Senior AI Network System Architect
NVIDIA
Our technology has no boundaries! NVIDIA is building the world’s most groundbreaking and state-of-the-art accelerated computing platforms. Because of our work, scientists, researchers, and engineers can advance their ideas. We pioneered a supercharged form of computing loved by the fastest-paced computer users in the world—scientists, designers, artists, and gamers.
We seek a highly motivated Senior AI Network System Architect to join our team of experts and help shape the foundational infrastructure for the AI revolution. Our next-generation networking systems are at the forefront of connecting and powering the world's most advanced AI clusters.

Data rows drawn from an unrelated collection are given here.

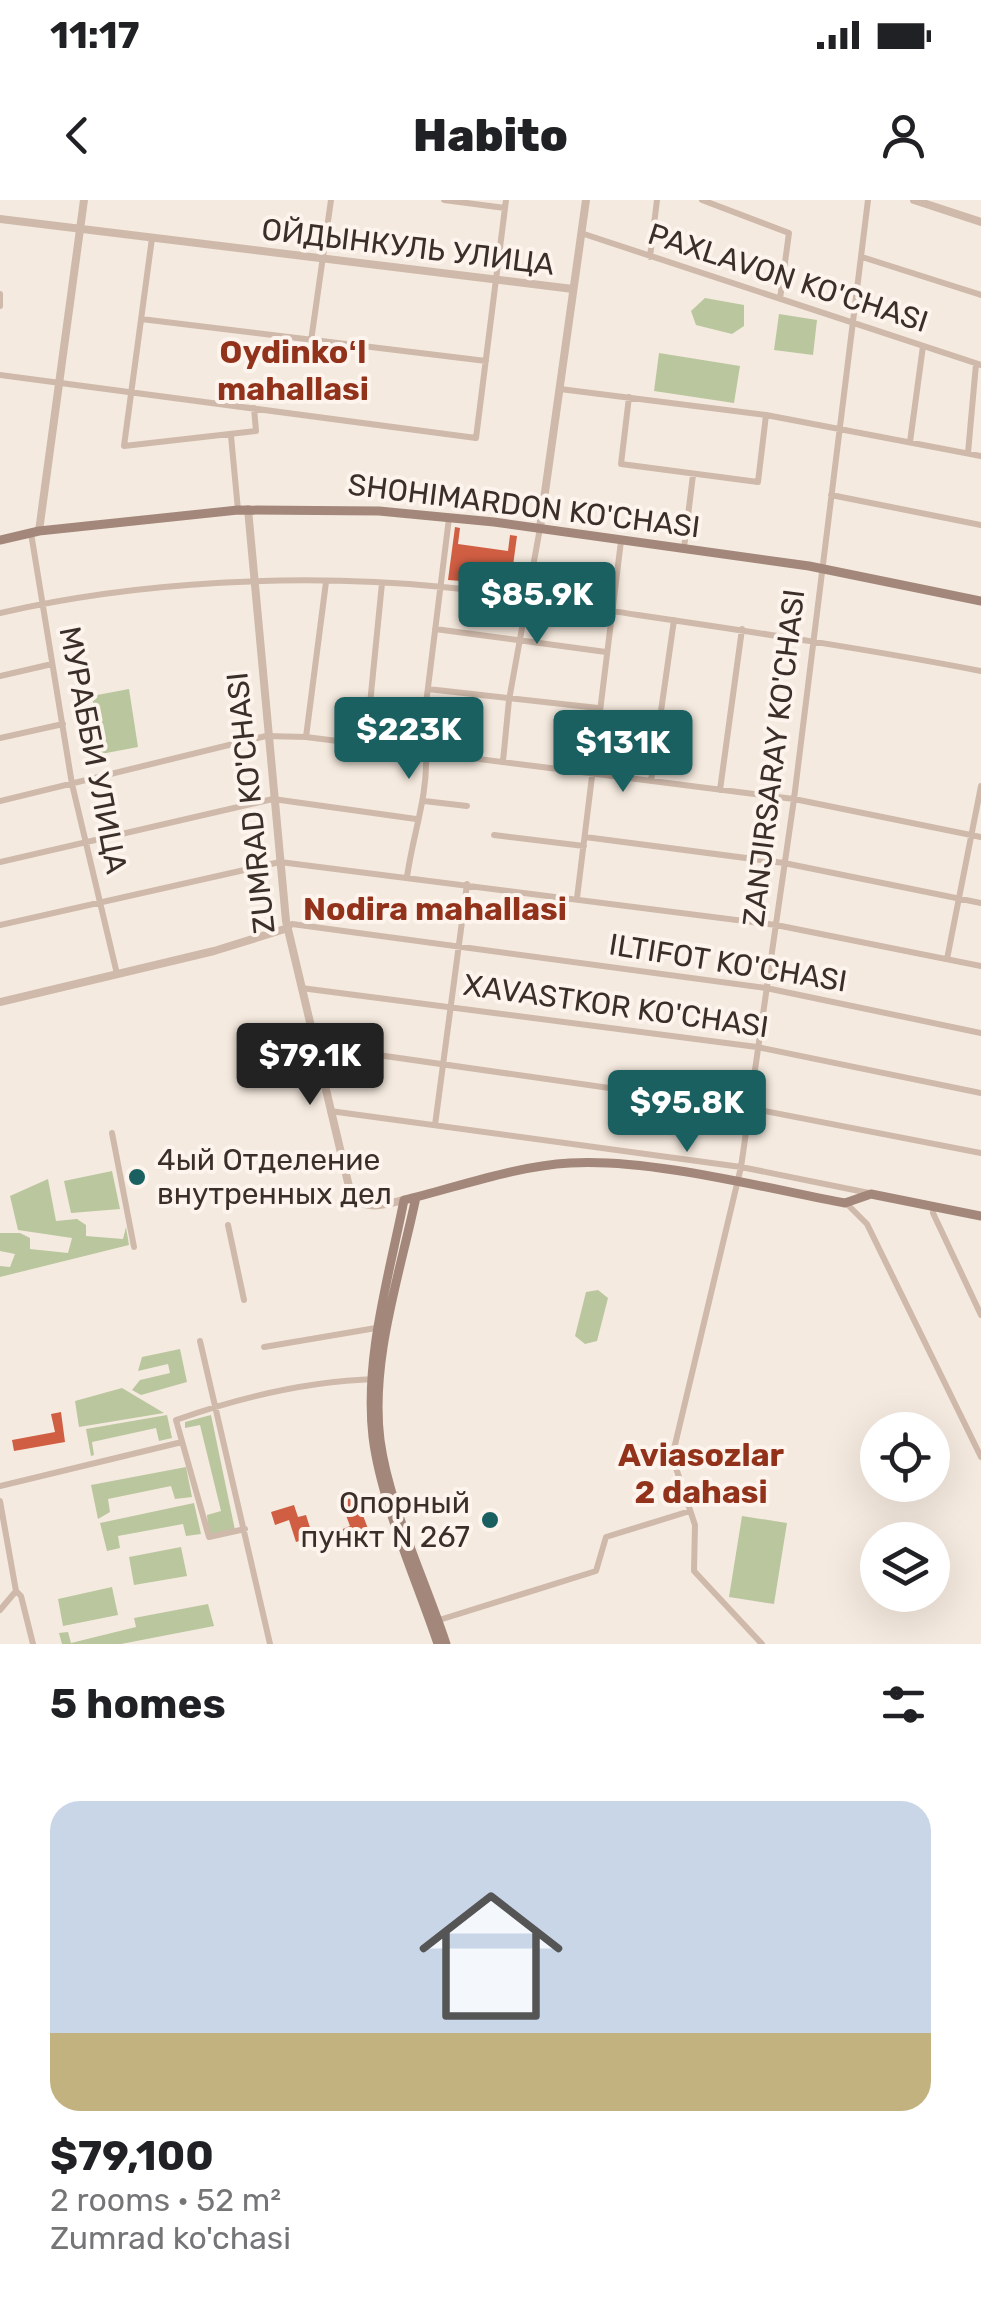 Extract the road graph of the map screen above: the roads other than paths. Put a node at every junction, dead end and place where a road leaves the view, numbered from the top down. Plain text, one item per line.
1 (84, 200) edge
2 (331, 200) edge
3 (444, 200) edge
4 (586, 200) edge
5 (657, 200) edge
6 (702, 200) edge
7 (868, 200) edge
8 (914, 200) edge
9 (723, 203) edge
10 (506, 204) edge
11 (0, 220) edge
12 (981, 222) edge
13 (80, 229) junction
14 (581, 234) junction
15 (152, 238) junction
16 (862, 256) junction
17 (650, 257) junction
18 (324, 260) junction
19 (497, 281) junction
20 (573, 289) junction
21 (0, 294) edge
22 (981, 295) edge
23 (780, 299) junction
24 (0, 306) edge
25 (141, 319) junction
26 (852, 322) junction
27 (311, 340) junction
28 (923, 346) junction
29 (486, 361) junction
30 (979, 364) edge
31 (0, 375) edge
32 (59, 383) junction
33 (560, 389) junction
34 (132, 392) junction
35 (629, 397) junction
36 (254, 408) junction
37 (766, 415) junction
38 (839, 428) junction
39 (231, 436) junction
40 (910, 442) junction
41 (968, 454) junction
42 (981, 456) edge
43 (693, 475) junction
44 (831, 495) junction
45 (243, 510) junction
46 (450, 517) junction
47 (981, 525) edge
48 (540, 528) junction
49 (35, 532) junction
50 (0, 540) edge
51 (621, 541) junction
52 (684, 549) junction
53 (821, 568) junction
54 (254, 580) junction
55 (326, 582) junction
56 (382, 583) junction
57 (441, 586) junction
58 (528, 597) junction
59 (981, 601) edge
60 (41, 604) junction
61 (610, 611) junction
62 (0, 613) edge
63 (674, 620) junction
64 (435, 629) junction
65 (742, 630) junction
66 (813, 639) junction
67 (520, 642) junction
68 (606, 652) junction
69 (52, 664) junction
70 (981, 672) edge
71 (0, 676) edge
72 (428, 690) junction
73 (509, 700) junction
74 (598, 708) junction
75 (63, 724) junction
76 (266, 736) junction
77 (306, 737) junction
78 (0, 738) edge
79 (366, 744) junction
80 (423, 752) junction
81 (503, 761) junction
82 (592, 772) junction
83 (652, 780) junction
84 (72, 784) junction
85 (981, 786) edge
86 (720, 790) junction
87 (273, 798) junction
88 (794, 799) junction
89 (0, 801) edge
90 (424, 801) junction
91 (467, 806) dead end
92 (416, 819) junction
93 (972, 834) junction
94 (494, 835) dead end
95 (585, 836) junction
96 (981, 836) edge
97 (86, 841) junction
98 (584, 846) junction
99 (0, 862) edge
100 (280, 862) junction
101 (784, 863) junction
102 (408, 877) junction
103 (467, 884) junction
104 (577, 898) junction
105 (959, 898) junction
106 (101, 902) junction
107 (981, 903) edge
108 (0, 925) edge
109 (776, 925) junction
110 (288, 928) junction
111 (458, 946) junction
112 (947, 959) junction
113 (981, 966) edge
114 (117, 974) junction
115 (301, 988) junction
116 (766, 988) junction
117 (0, 1002) edge
118 (450, 1006) junction
119 (981, 1033) edge
120 (315, 1046) junction
121 (757, 1047) junction
122 (441, 1065) junction
123 (981, 1093) edge
124 (749, 1108) junction
125 (330, 1111) junction
126 (435, 1124) junction
127 (112, 1133) dead end
128 (981, 1153) edge
129 (740, 1167) junction
130 (738, 1183) junction
131 (871, 1194) junction
132 (416, 1197) junction
133 (404, 1200) junction
134 (845, 1203) junction
135 (934, 1207) junction
136 (981, 1216) edge
137 (228, 1225) dead end
138 (134, 1246) dead end
139 (244, 1300) dead end
140 (981, 1315) edge
141 (384, 1327) junction
142 (200, 1341) dead end
143 (264, 1347) dead end
144 (378, 1379) junction
145 (214, 1406) junction
146 (182, 1442) junction
147 (981, 1457) edge
148 (0, 1486) edge
149 (0, 1501) edge
150 (690, 1512) junction
151 (245, 1529) junction
152 (16, 1591) junction
153 (0, 1610) edge
154 (434, 1622) junction
155 (33, 1644) edge
156 (270, 1644) edge
157 (438, 1644) edge
158 (446, 1644) edge
159 (762, 1644) edge

1 - 13 street
2 - 18 street
3 - 10 street
4 - 14 street
5 - 17 street
6 - 9 street
7 - 16 street, ZANJIRSARAY KO'CHASI
8 - 12 street
9 - 23 street
10 - 19 street
11 - 13 street, ОЙДЫНКУЛЬ УЛИЦА
13 - 15 street, ОЙДЫНКУЛЬ УЛИЦА
13 - 32 street
14 - 17 street, PAXLAVON KO'CHASI
14 - 20 street
15 - 18 street, ОЙДЫНКУЛЬ УЛИЦА
15 - 25 street
16 - 22 street
16 - 26 street, ZANJIRSARAY KO'CHASI
17 - 23 street, PAXLAVON KO'CHASI
18 - 19 street, ОЙДЫНКУЛЬ УЛИЦА
18 - 27 street
19 - 20 street, ОЙДЫНКУЛЬ УЛИЦА
19 - 29 street
20 - 33 street
21 - 24 street
23 - 26 street, PAXLAVON KO'CHASI
25 - 27 street
25 - 34 street
26 - 28 street, PAXLAVON KO'CHASI
26 - 38 street, ZANJIRSARAY KO'CHASI
27 - 29 street
28 - 30 street, PAXLAVON KO'CHASI
28 - 40 street
29 - 36 street
30 - 41 street
31 - 32 street
32 - 34 street
32 - 49 street
33 - 35 street
33 - 48 street
34 - 36 street
34 - 39 street
35 - 37 street
35 - 43 street
36 - 39 street
37 - 38 street
37 - 43 street
38 - 40 street
38 - 44 street, ZANJIRSARAY KO'CHASI
39 - 45 street
40 - 41 street
41 - 42 street
43 - 52 street
44 - 47 street
44 - 53 street, ZANJIRSARAY KO'CHASI
45 - 46 main road, SHOHIMARDON KO'CHASI
45 - 49 main road, SHOHIMARDON KO'CHASI
45 - 54 street, ZUMRAD KO'CHASI
46 - 48 main road, SHOHIMARDON KO'CHASI
46 - 57 street
48 - 51 main road, SHOHIMARDON KO'CHASI
48 - 58 street
49 - 50 main road, SHOHIMARDON KO'CHASI
49 - 60 street, МУРАББИ УЛИЦА
51 - 52 main road, SHOHIMARDON KO'CHASI
51 - 61 street
52 - 53 main road, SHOHIMARDON KO'CHASI
53 - 59 main road, SHOHIMARDON KO'CHASI
53 - 66 street, ZANJIRSARAY KO'CHASI
54 - 55 street
54 - 60 street
54 - 76 street, ZUMRAD KO'CHASI
55 - 56 street
55 - 77 street
56 - 57 street
56 - 79 street
57 - 58 street
57 - 64 street
58 - 61 street
58 - 67 street
60 - 62 street
60 - 69 street, МУРАББИ УЛИЦА
61 - 63 street
61 - 68 street
63 - 65 street
63 - 83 street
64 - 67 street
64 - 72 street
65 - 66 street
65 - 86 street
66 - 70 street
66 - 88 street, ZANJIRSARAY KO'CHASI
67 - 68 street
67 - 73 street
68 - 74 street
69 - 71 street
69 - 75 street, МУРАББИ УЛИЦА
72 - 73 street
72 - 80 street
73 - 74 street
73 - 81 street
74 - 82 street
75 - 78 street
75 - 84 street, МУРАББИ УЛИЦА
76 - 77 street
76 - 84 street
76 - 87 street, ZUMRAD KO'CHASI
77 - 79 street
79 - 80 street
80 - 81 street
80 - 90 street
81 - 82 street
82 - 83 street
82 - 95 street
83 - 86 street
84 - 89 street
84 - 97 street, МУРАББИ УЛИЦА
85 - 93 street
86 - 88 street
87 - 92 street
87 - 97 street
87 - 100 street, ZUMRAD KO'CHASI
88 - 93 street
88 - 101 street, ZANJIRSARAY KO'CHASI
90 - 91 street
90 - 92 street
92 - 102 street
93 - 96 street
93 - 105 street
94 - 98 street
95 - 98 street
95 - 101 street
97 - 99 street
97 - 106 street, МУРАББИ УЛИЦА
98 - 104 street
100 - 102 street
100 - 106 street
100 - 110 street, ZUMRAD KO'CHASI
101 - 105 street
101 - 109 street, ZANJIRSARAY KO'CHASI
102 - 103 street
103 - 104 street
103 - 111 street
104 - 109 street
105 - 107 street
105 - 112 street
106 - 108 street
106 - 114 street, МУРАББИ УЛИЦА
109 - 112 street
109 - 116 street, ZANJIRSARAY KO'CHASI
110 - 111 street, ILTIFOT KO'CHASI
110 - 114 street, ILTIFOT KO'CHASI
110 - 115 street, ZUMRAD KO'CHASI
111 - 116 street, ILTIFOT KO'CHASI
111 - 118 street
112 - 113 street
114 - 117 street, ILTIFOT KO'CHASI
115 - 118 street, XAVASTKOR KO'CHASI
115 - 120 street, ZUMRAD KO'CHASI
116 - 119 street, ILTIFOT KO'CHASI
116 - 121 street, ZANJIRSARAY KO'CHASI
118 - 121 street, XAVASTKOR KO'CHASI
118 - 122 street
120 - 122 street
120 - 125 street, ZUMRAD KO'CHASI
121 - 123 street, XAVASTKOR KO'CHASI
121 - 124 street, ZANJIRSARAY KO'CHASI
122 - 124 street
122 - 126 street
124 - 128 street
124 - 129 street, ZANJIRSARAY KO'CHASI
125 - 126 street
125 - 133 street, ZUMRAD KO'CHASI
126 - 129 street
127 - 138 street
129 - 130 street, ZANJIRSARAY KO'CHASI
129 - 131 street
130 - 132 main road, ZUMRAD KO'CHASI
130 - 134 main road, ZUMRAD KO'CHASI
130 - 150 street, ZANJIRSARAY KO'CHASI
131 - 134 main road
131 - 135 main road
132 - 133 main road, ZUMRAD KO'CHASI
132 - 141 main road
133 - 141 main road
134 - 147 street
135 - 136 main road
135 - 140 street
137 - 139 street
141 - 143 street
141 - 144 main road
142 - 145 street
144 - 145 street
144 - 154 main road
145 - 146 street
145 - 151 street
146 - 148 street
146 - 151 street
149 - 152 street
150 - 154 street
150 - 159 street, ZANJIRSARAY KO'CHASI
151 - 156 street
152 - 153 street
152 - 155 street
154 - 157 main road
154 - 158 main road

As a key member of our architecture team, you will be responsible for a wide range of critical activities, from deep technical analysis and performance modeling to strategic architectural studies, ensuring NVIDIA continues to innovate and lead.
What You’ll Be Doing:
Define, develop, and execute cutting-edge benchmarks and workloads to analyze system performance, identify bottlenecks, and drive optimizations across our hardware and software stack.
Drive the direction of our future products by performing deep-dive analysis of system architectures and solutions to assess their performance, efficiency, and value proposition.
Develop and validate sophisticated performance and network simulation models, correlating them with real-world hardware to predict and analyze the behavior of future systems.
Analyze and optimize the entire AI stack, including communication libraries (like NCCL) and system software to the underlying network fabric, developing Proof-of-Concepts (POCs) for new features and improvements.
Conceptualize next-generation networking architectures driven by emerging DL and AI technologies.
Collaborate with multi-functional teams, including other architecture teams, logic design, system software, firmware, and DL research teams, to ensure the successful execution of our vision.
What We Need To See:
M.Sc. or Ph.D. degree in Computer Science, Computer Engineering, or Electrical Engineering, or equivalent experience.
6+ years of relevant industry or research experience in high-performance computing, computer architecture, or computer networks.
Excellent understanding of large-scale system behavior and the effect of distributed computing workloads on network and system performance.
Proven experience in simulative performance analysis or benchmarking.
Exceptional analytical, problem-solving, and systems-thinking skills, with the ability to translate complex technical data into strategic architectural insights.
Hands-on programming skills in Python and/or AI frameworks for system analysis, automation, and modeling.
Ability to thrive in a fast-paced, dynamic environment and work concurrently with multiple groups across the organization.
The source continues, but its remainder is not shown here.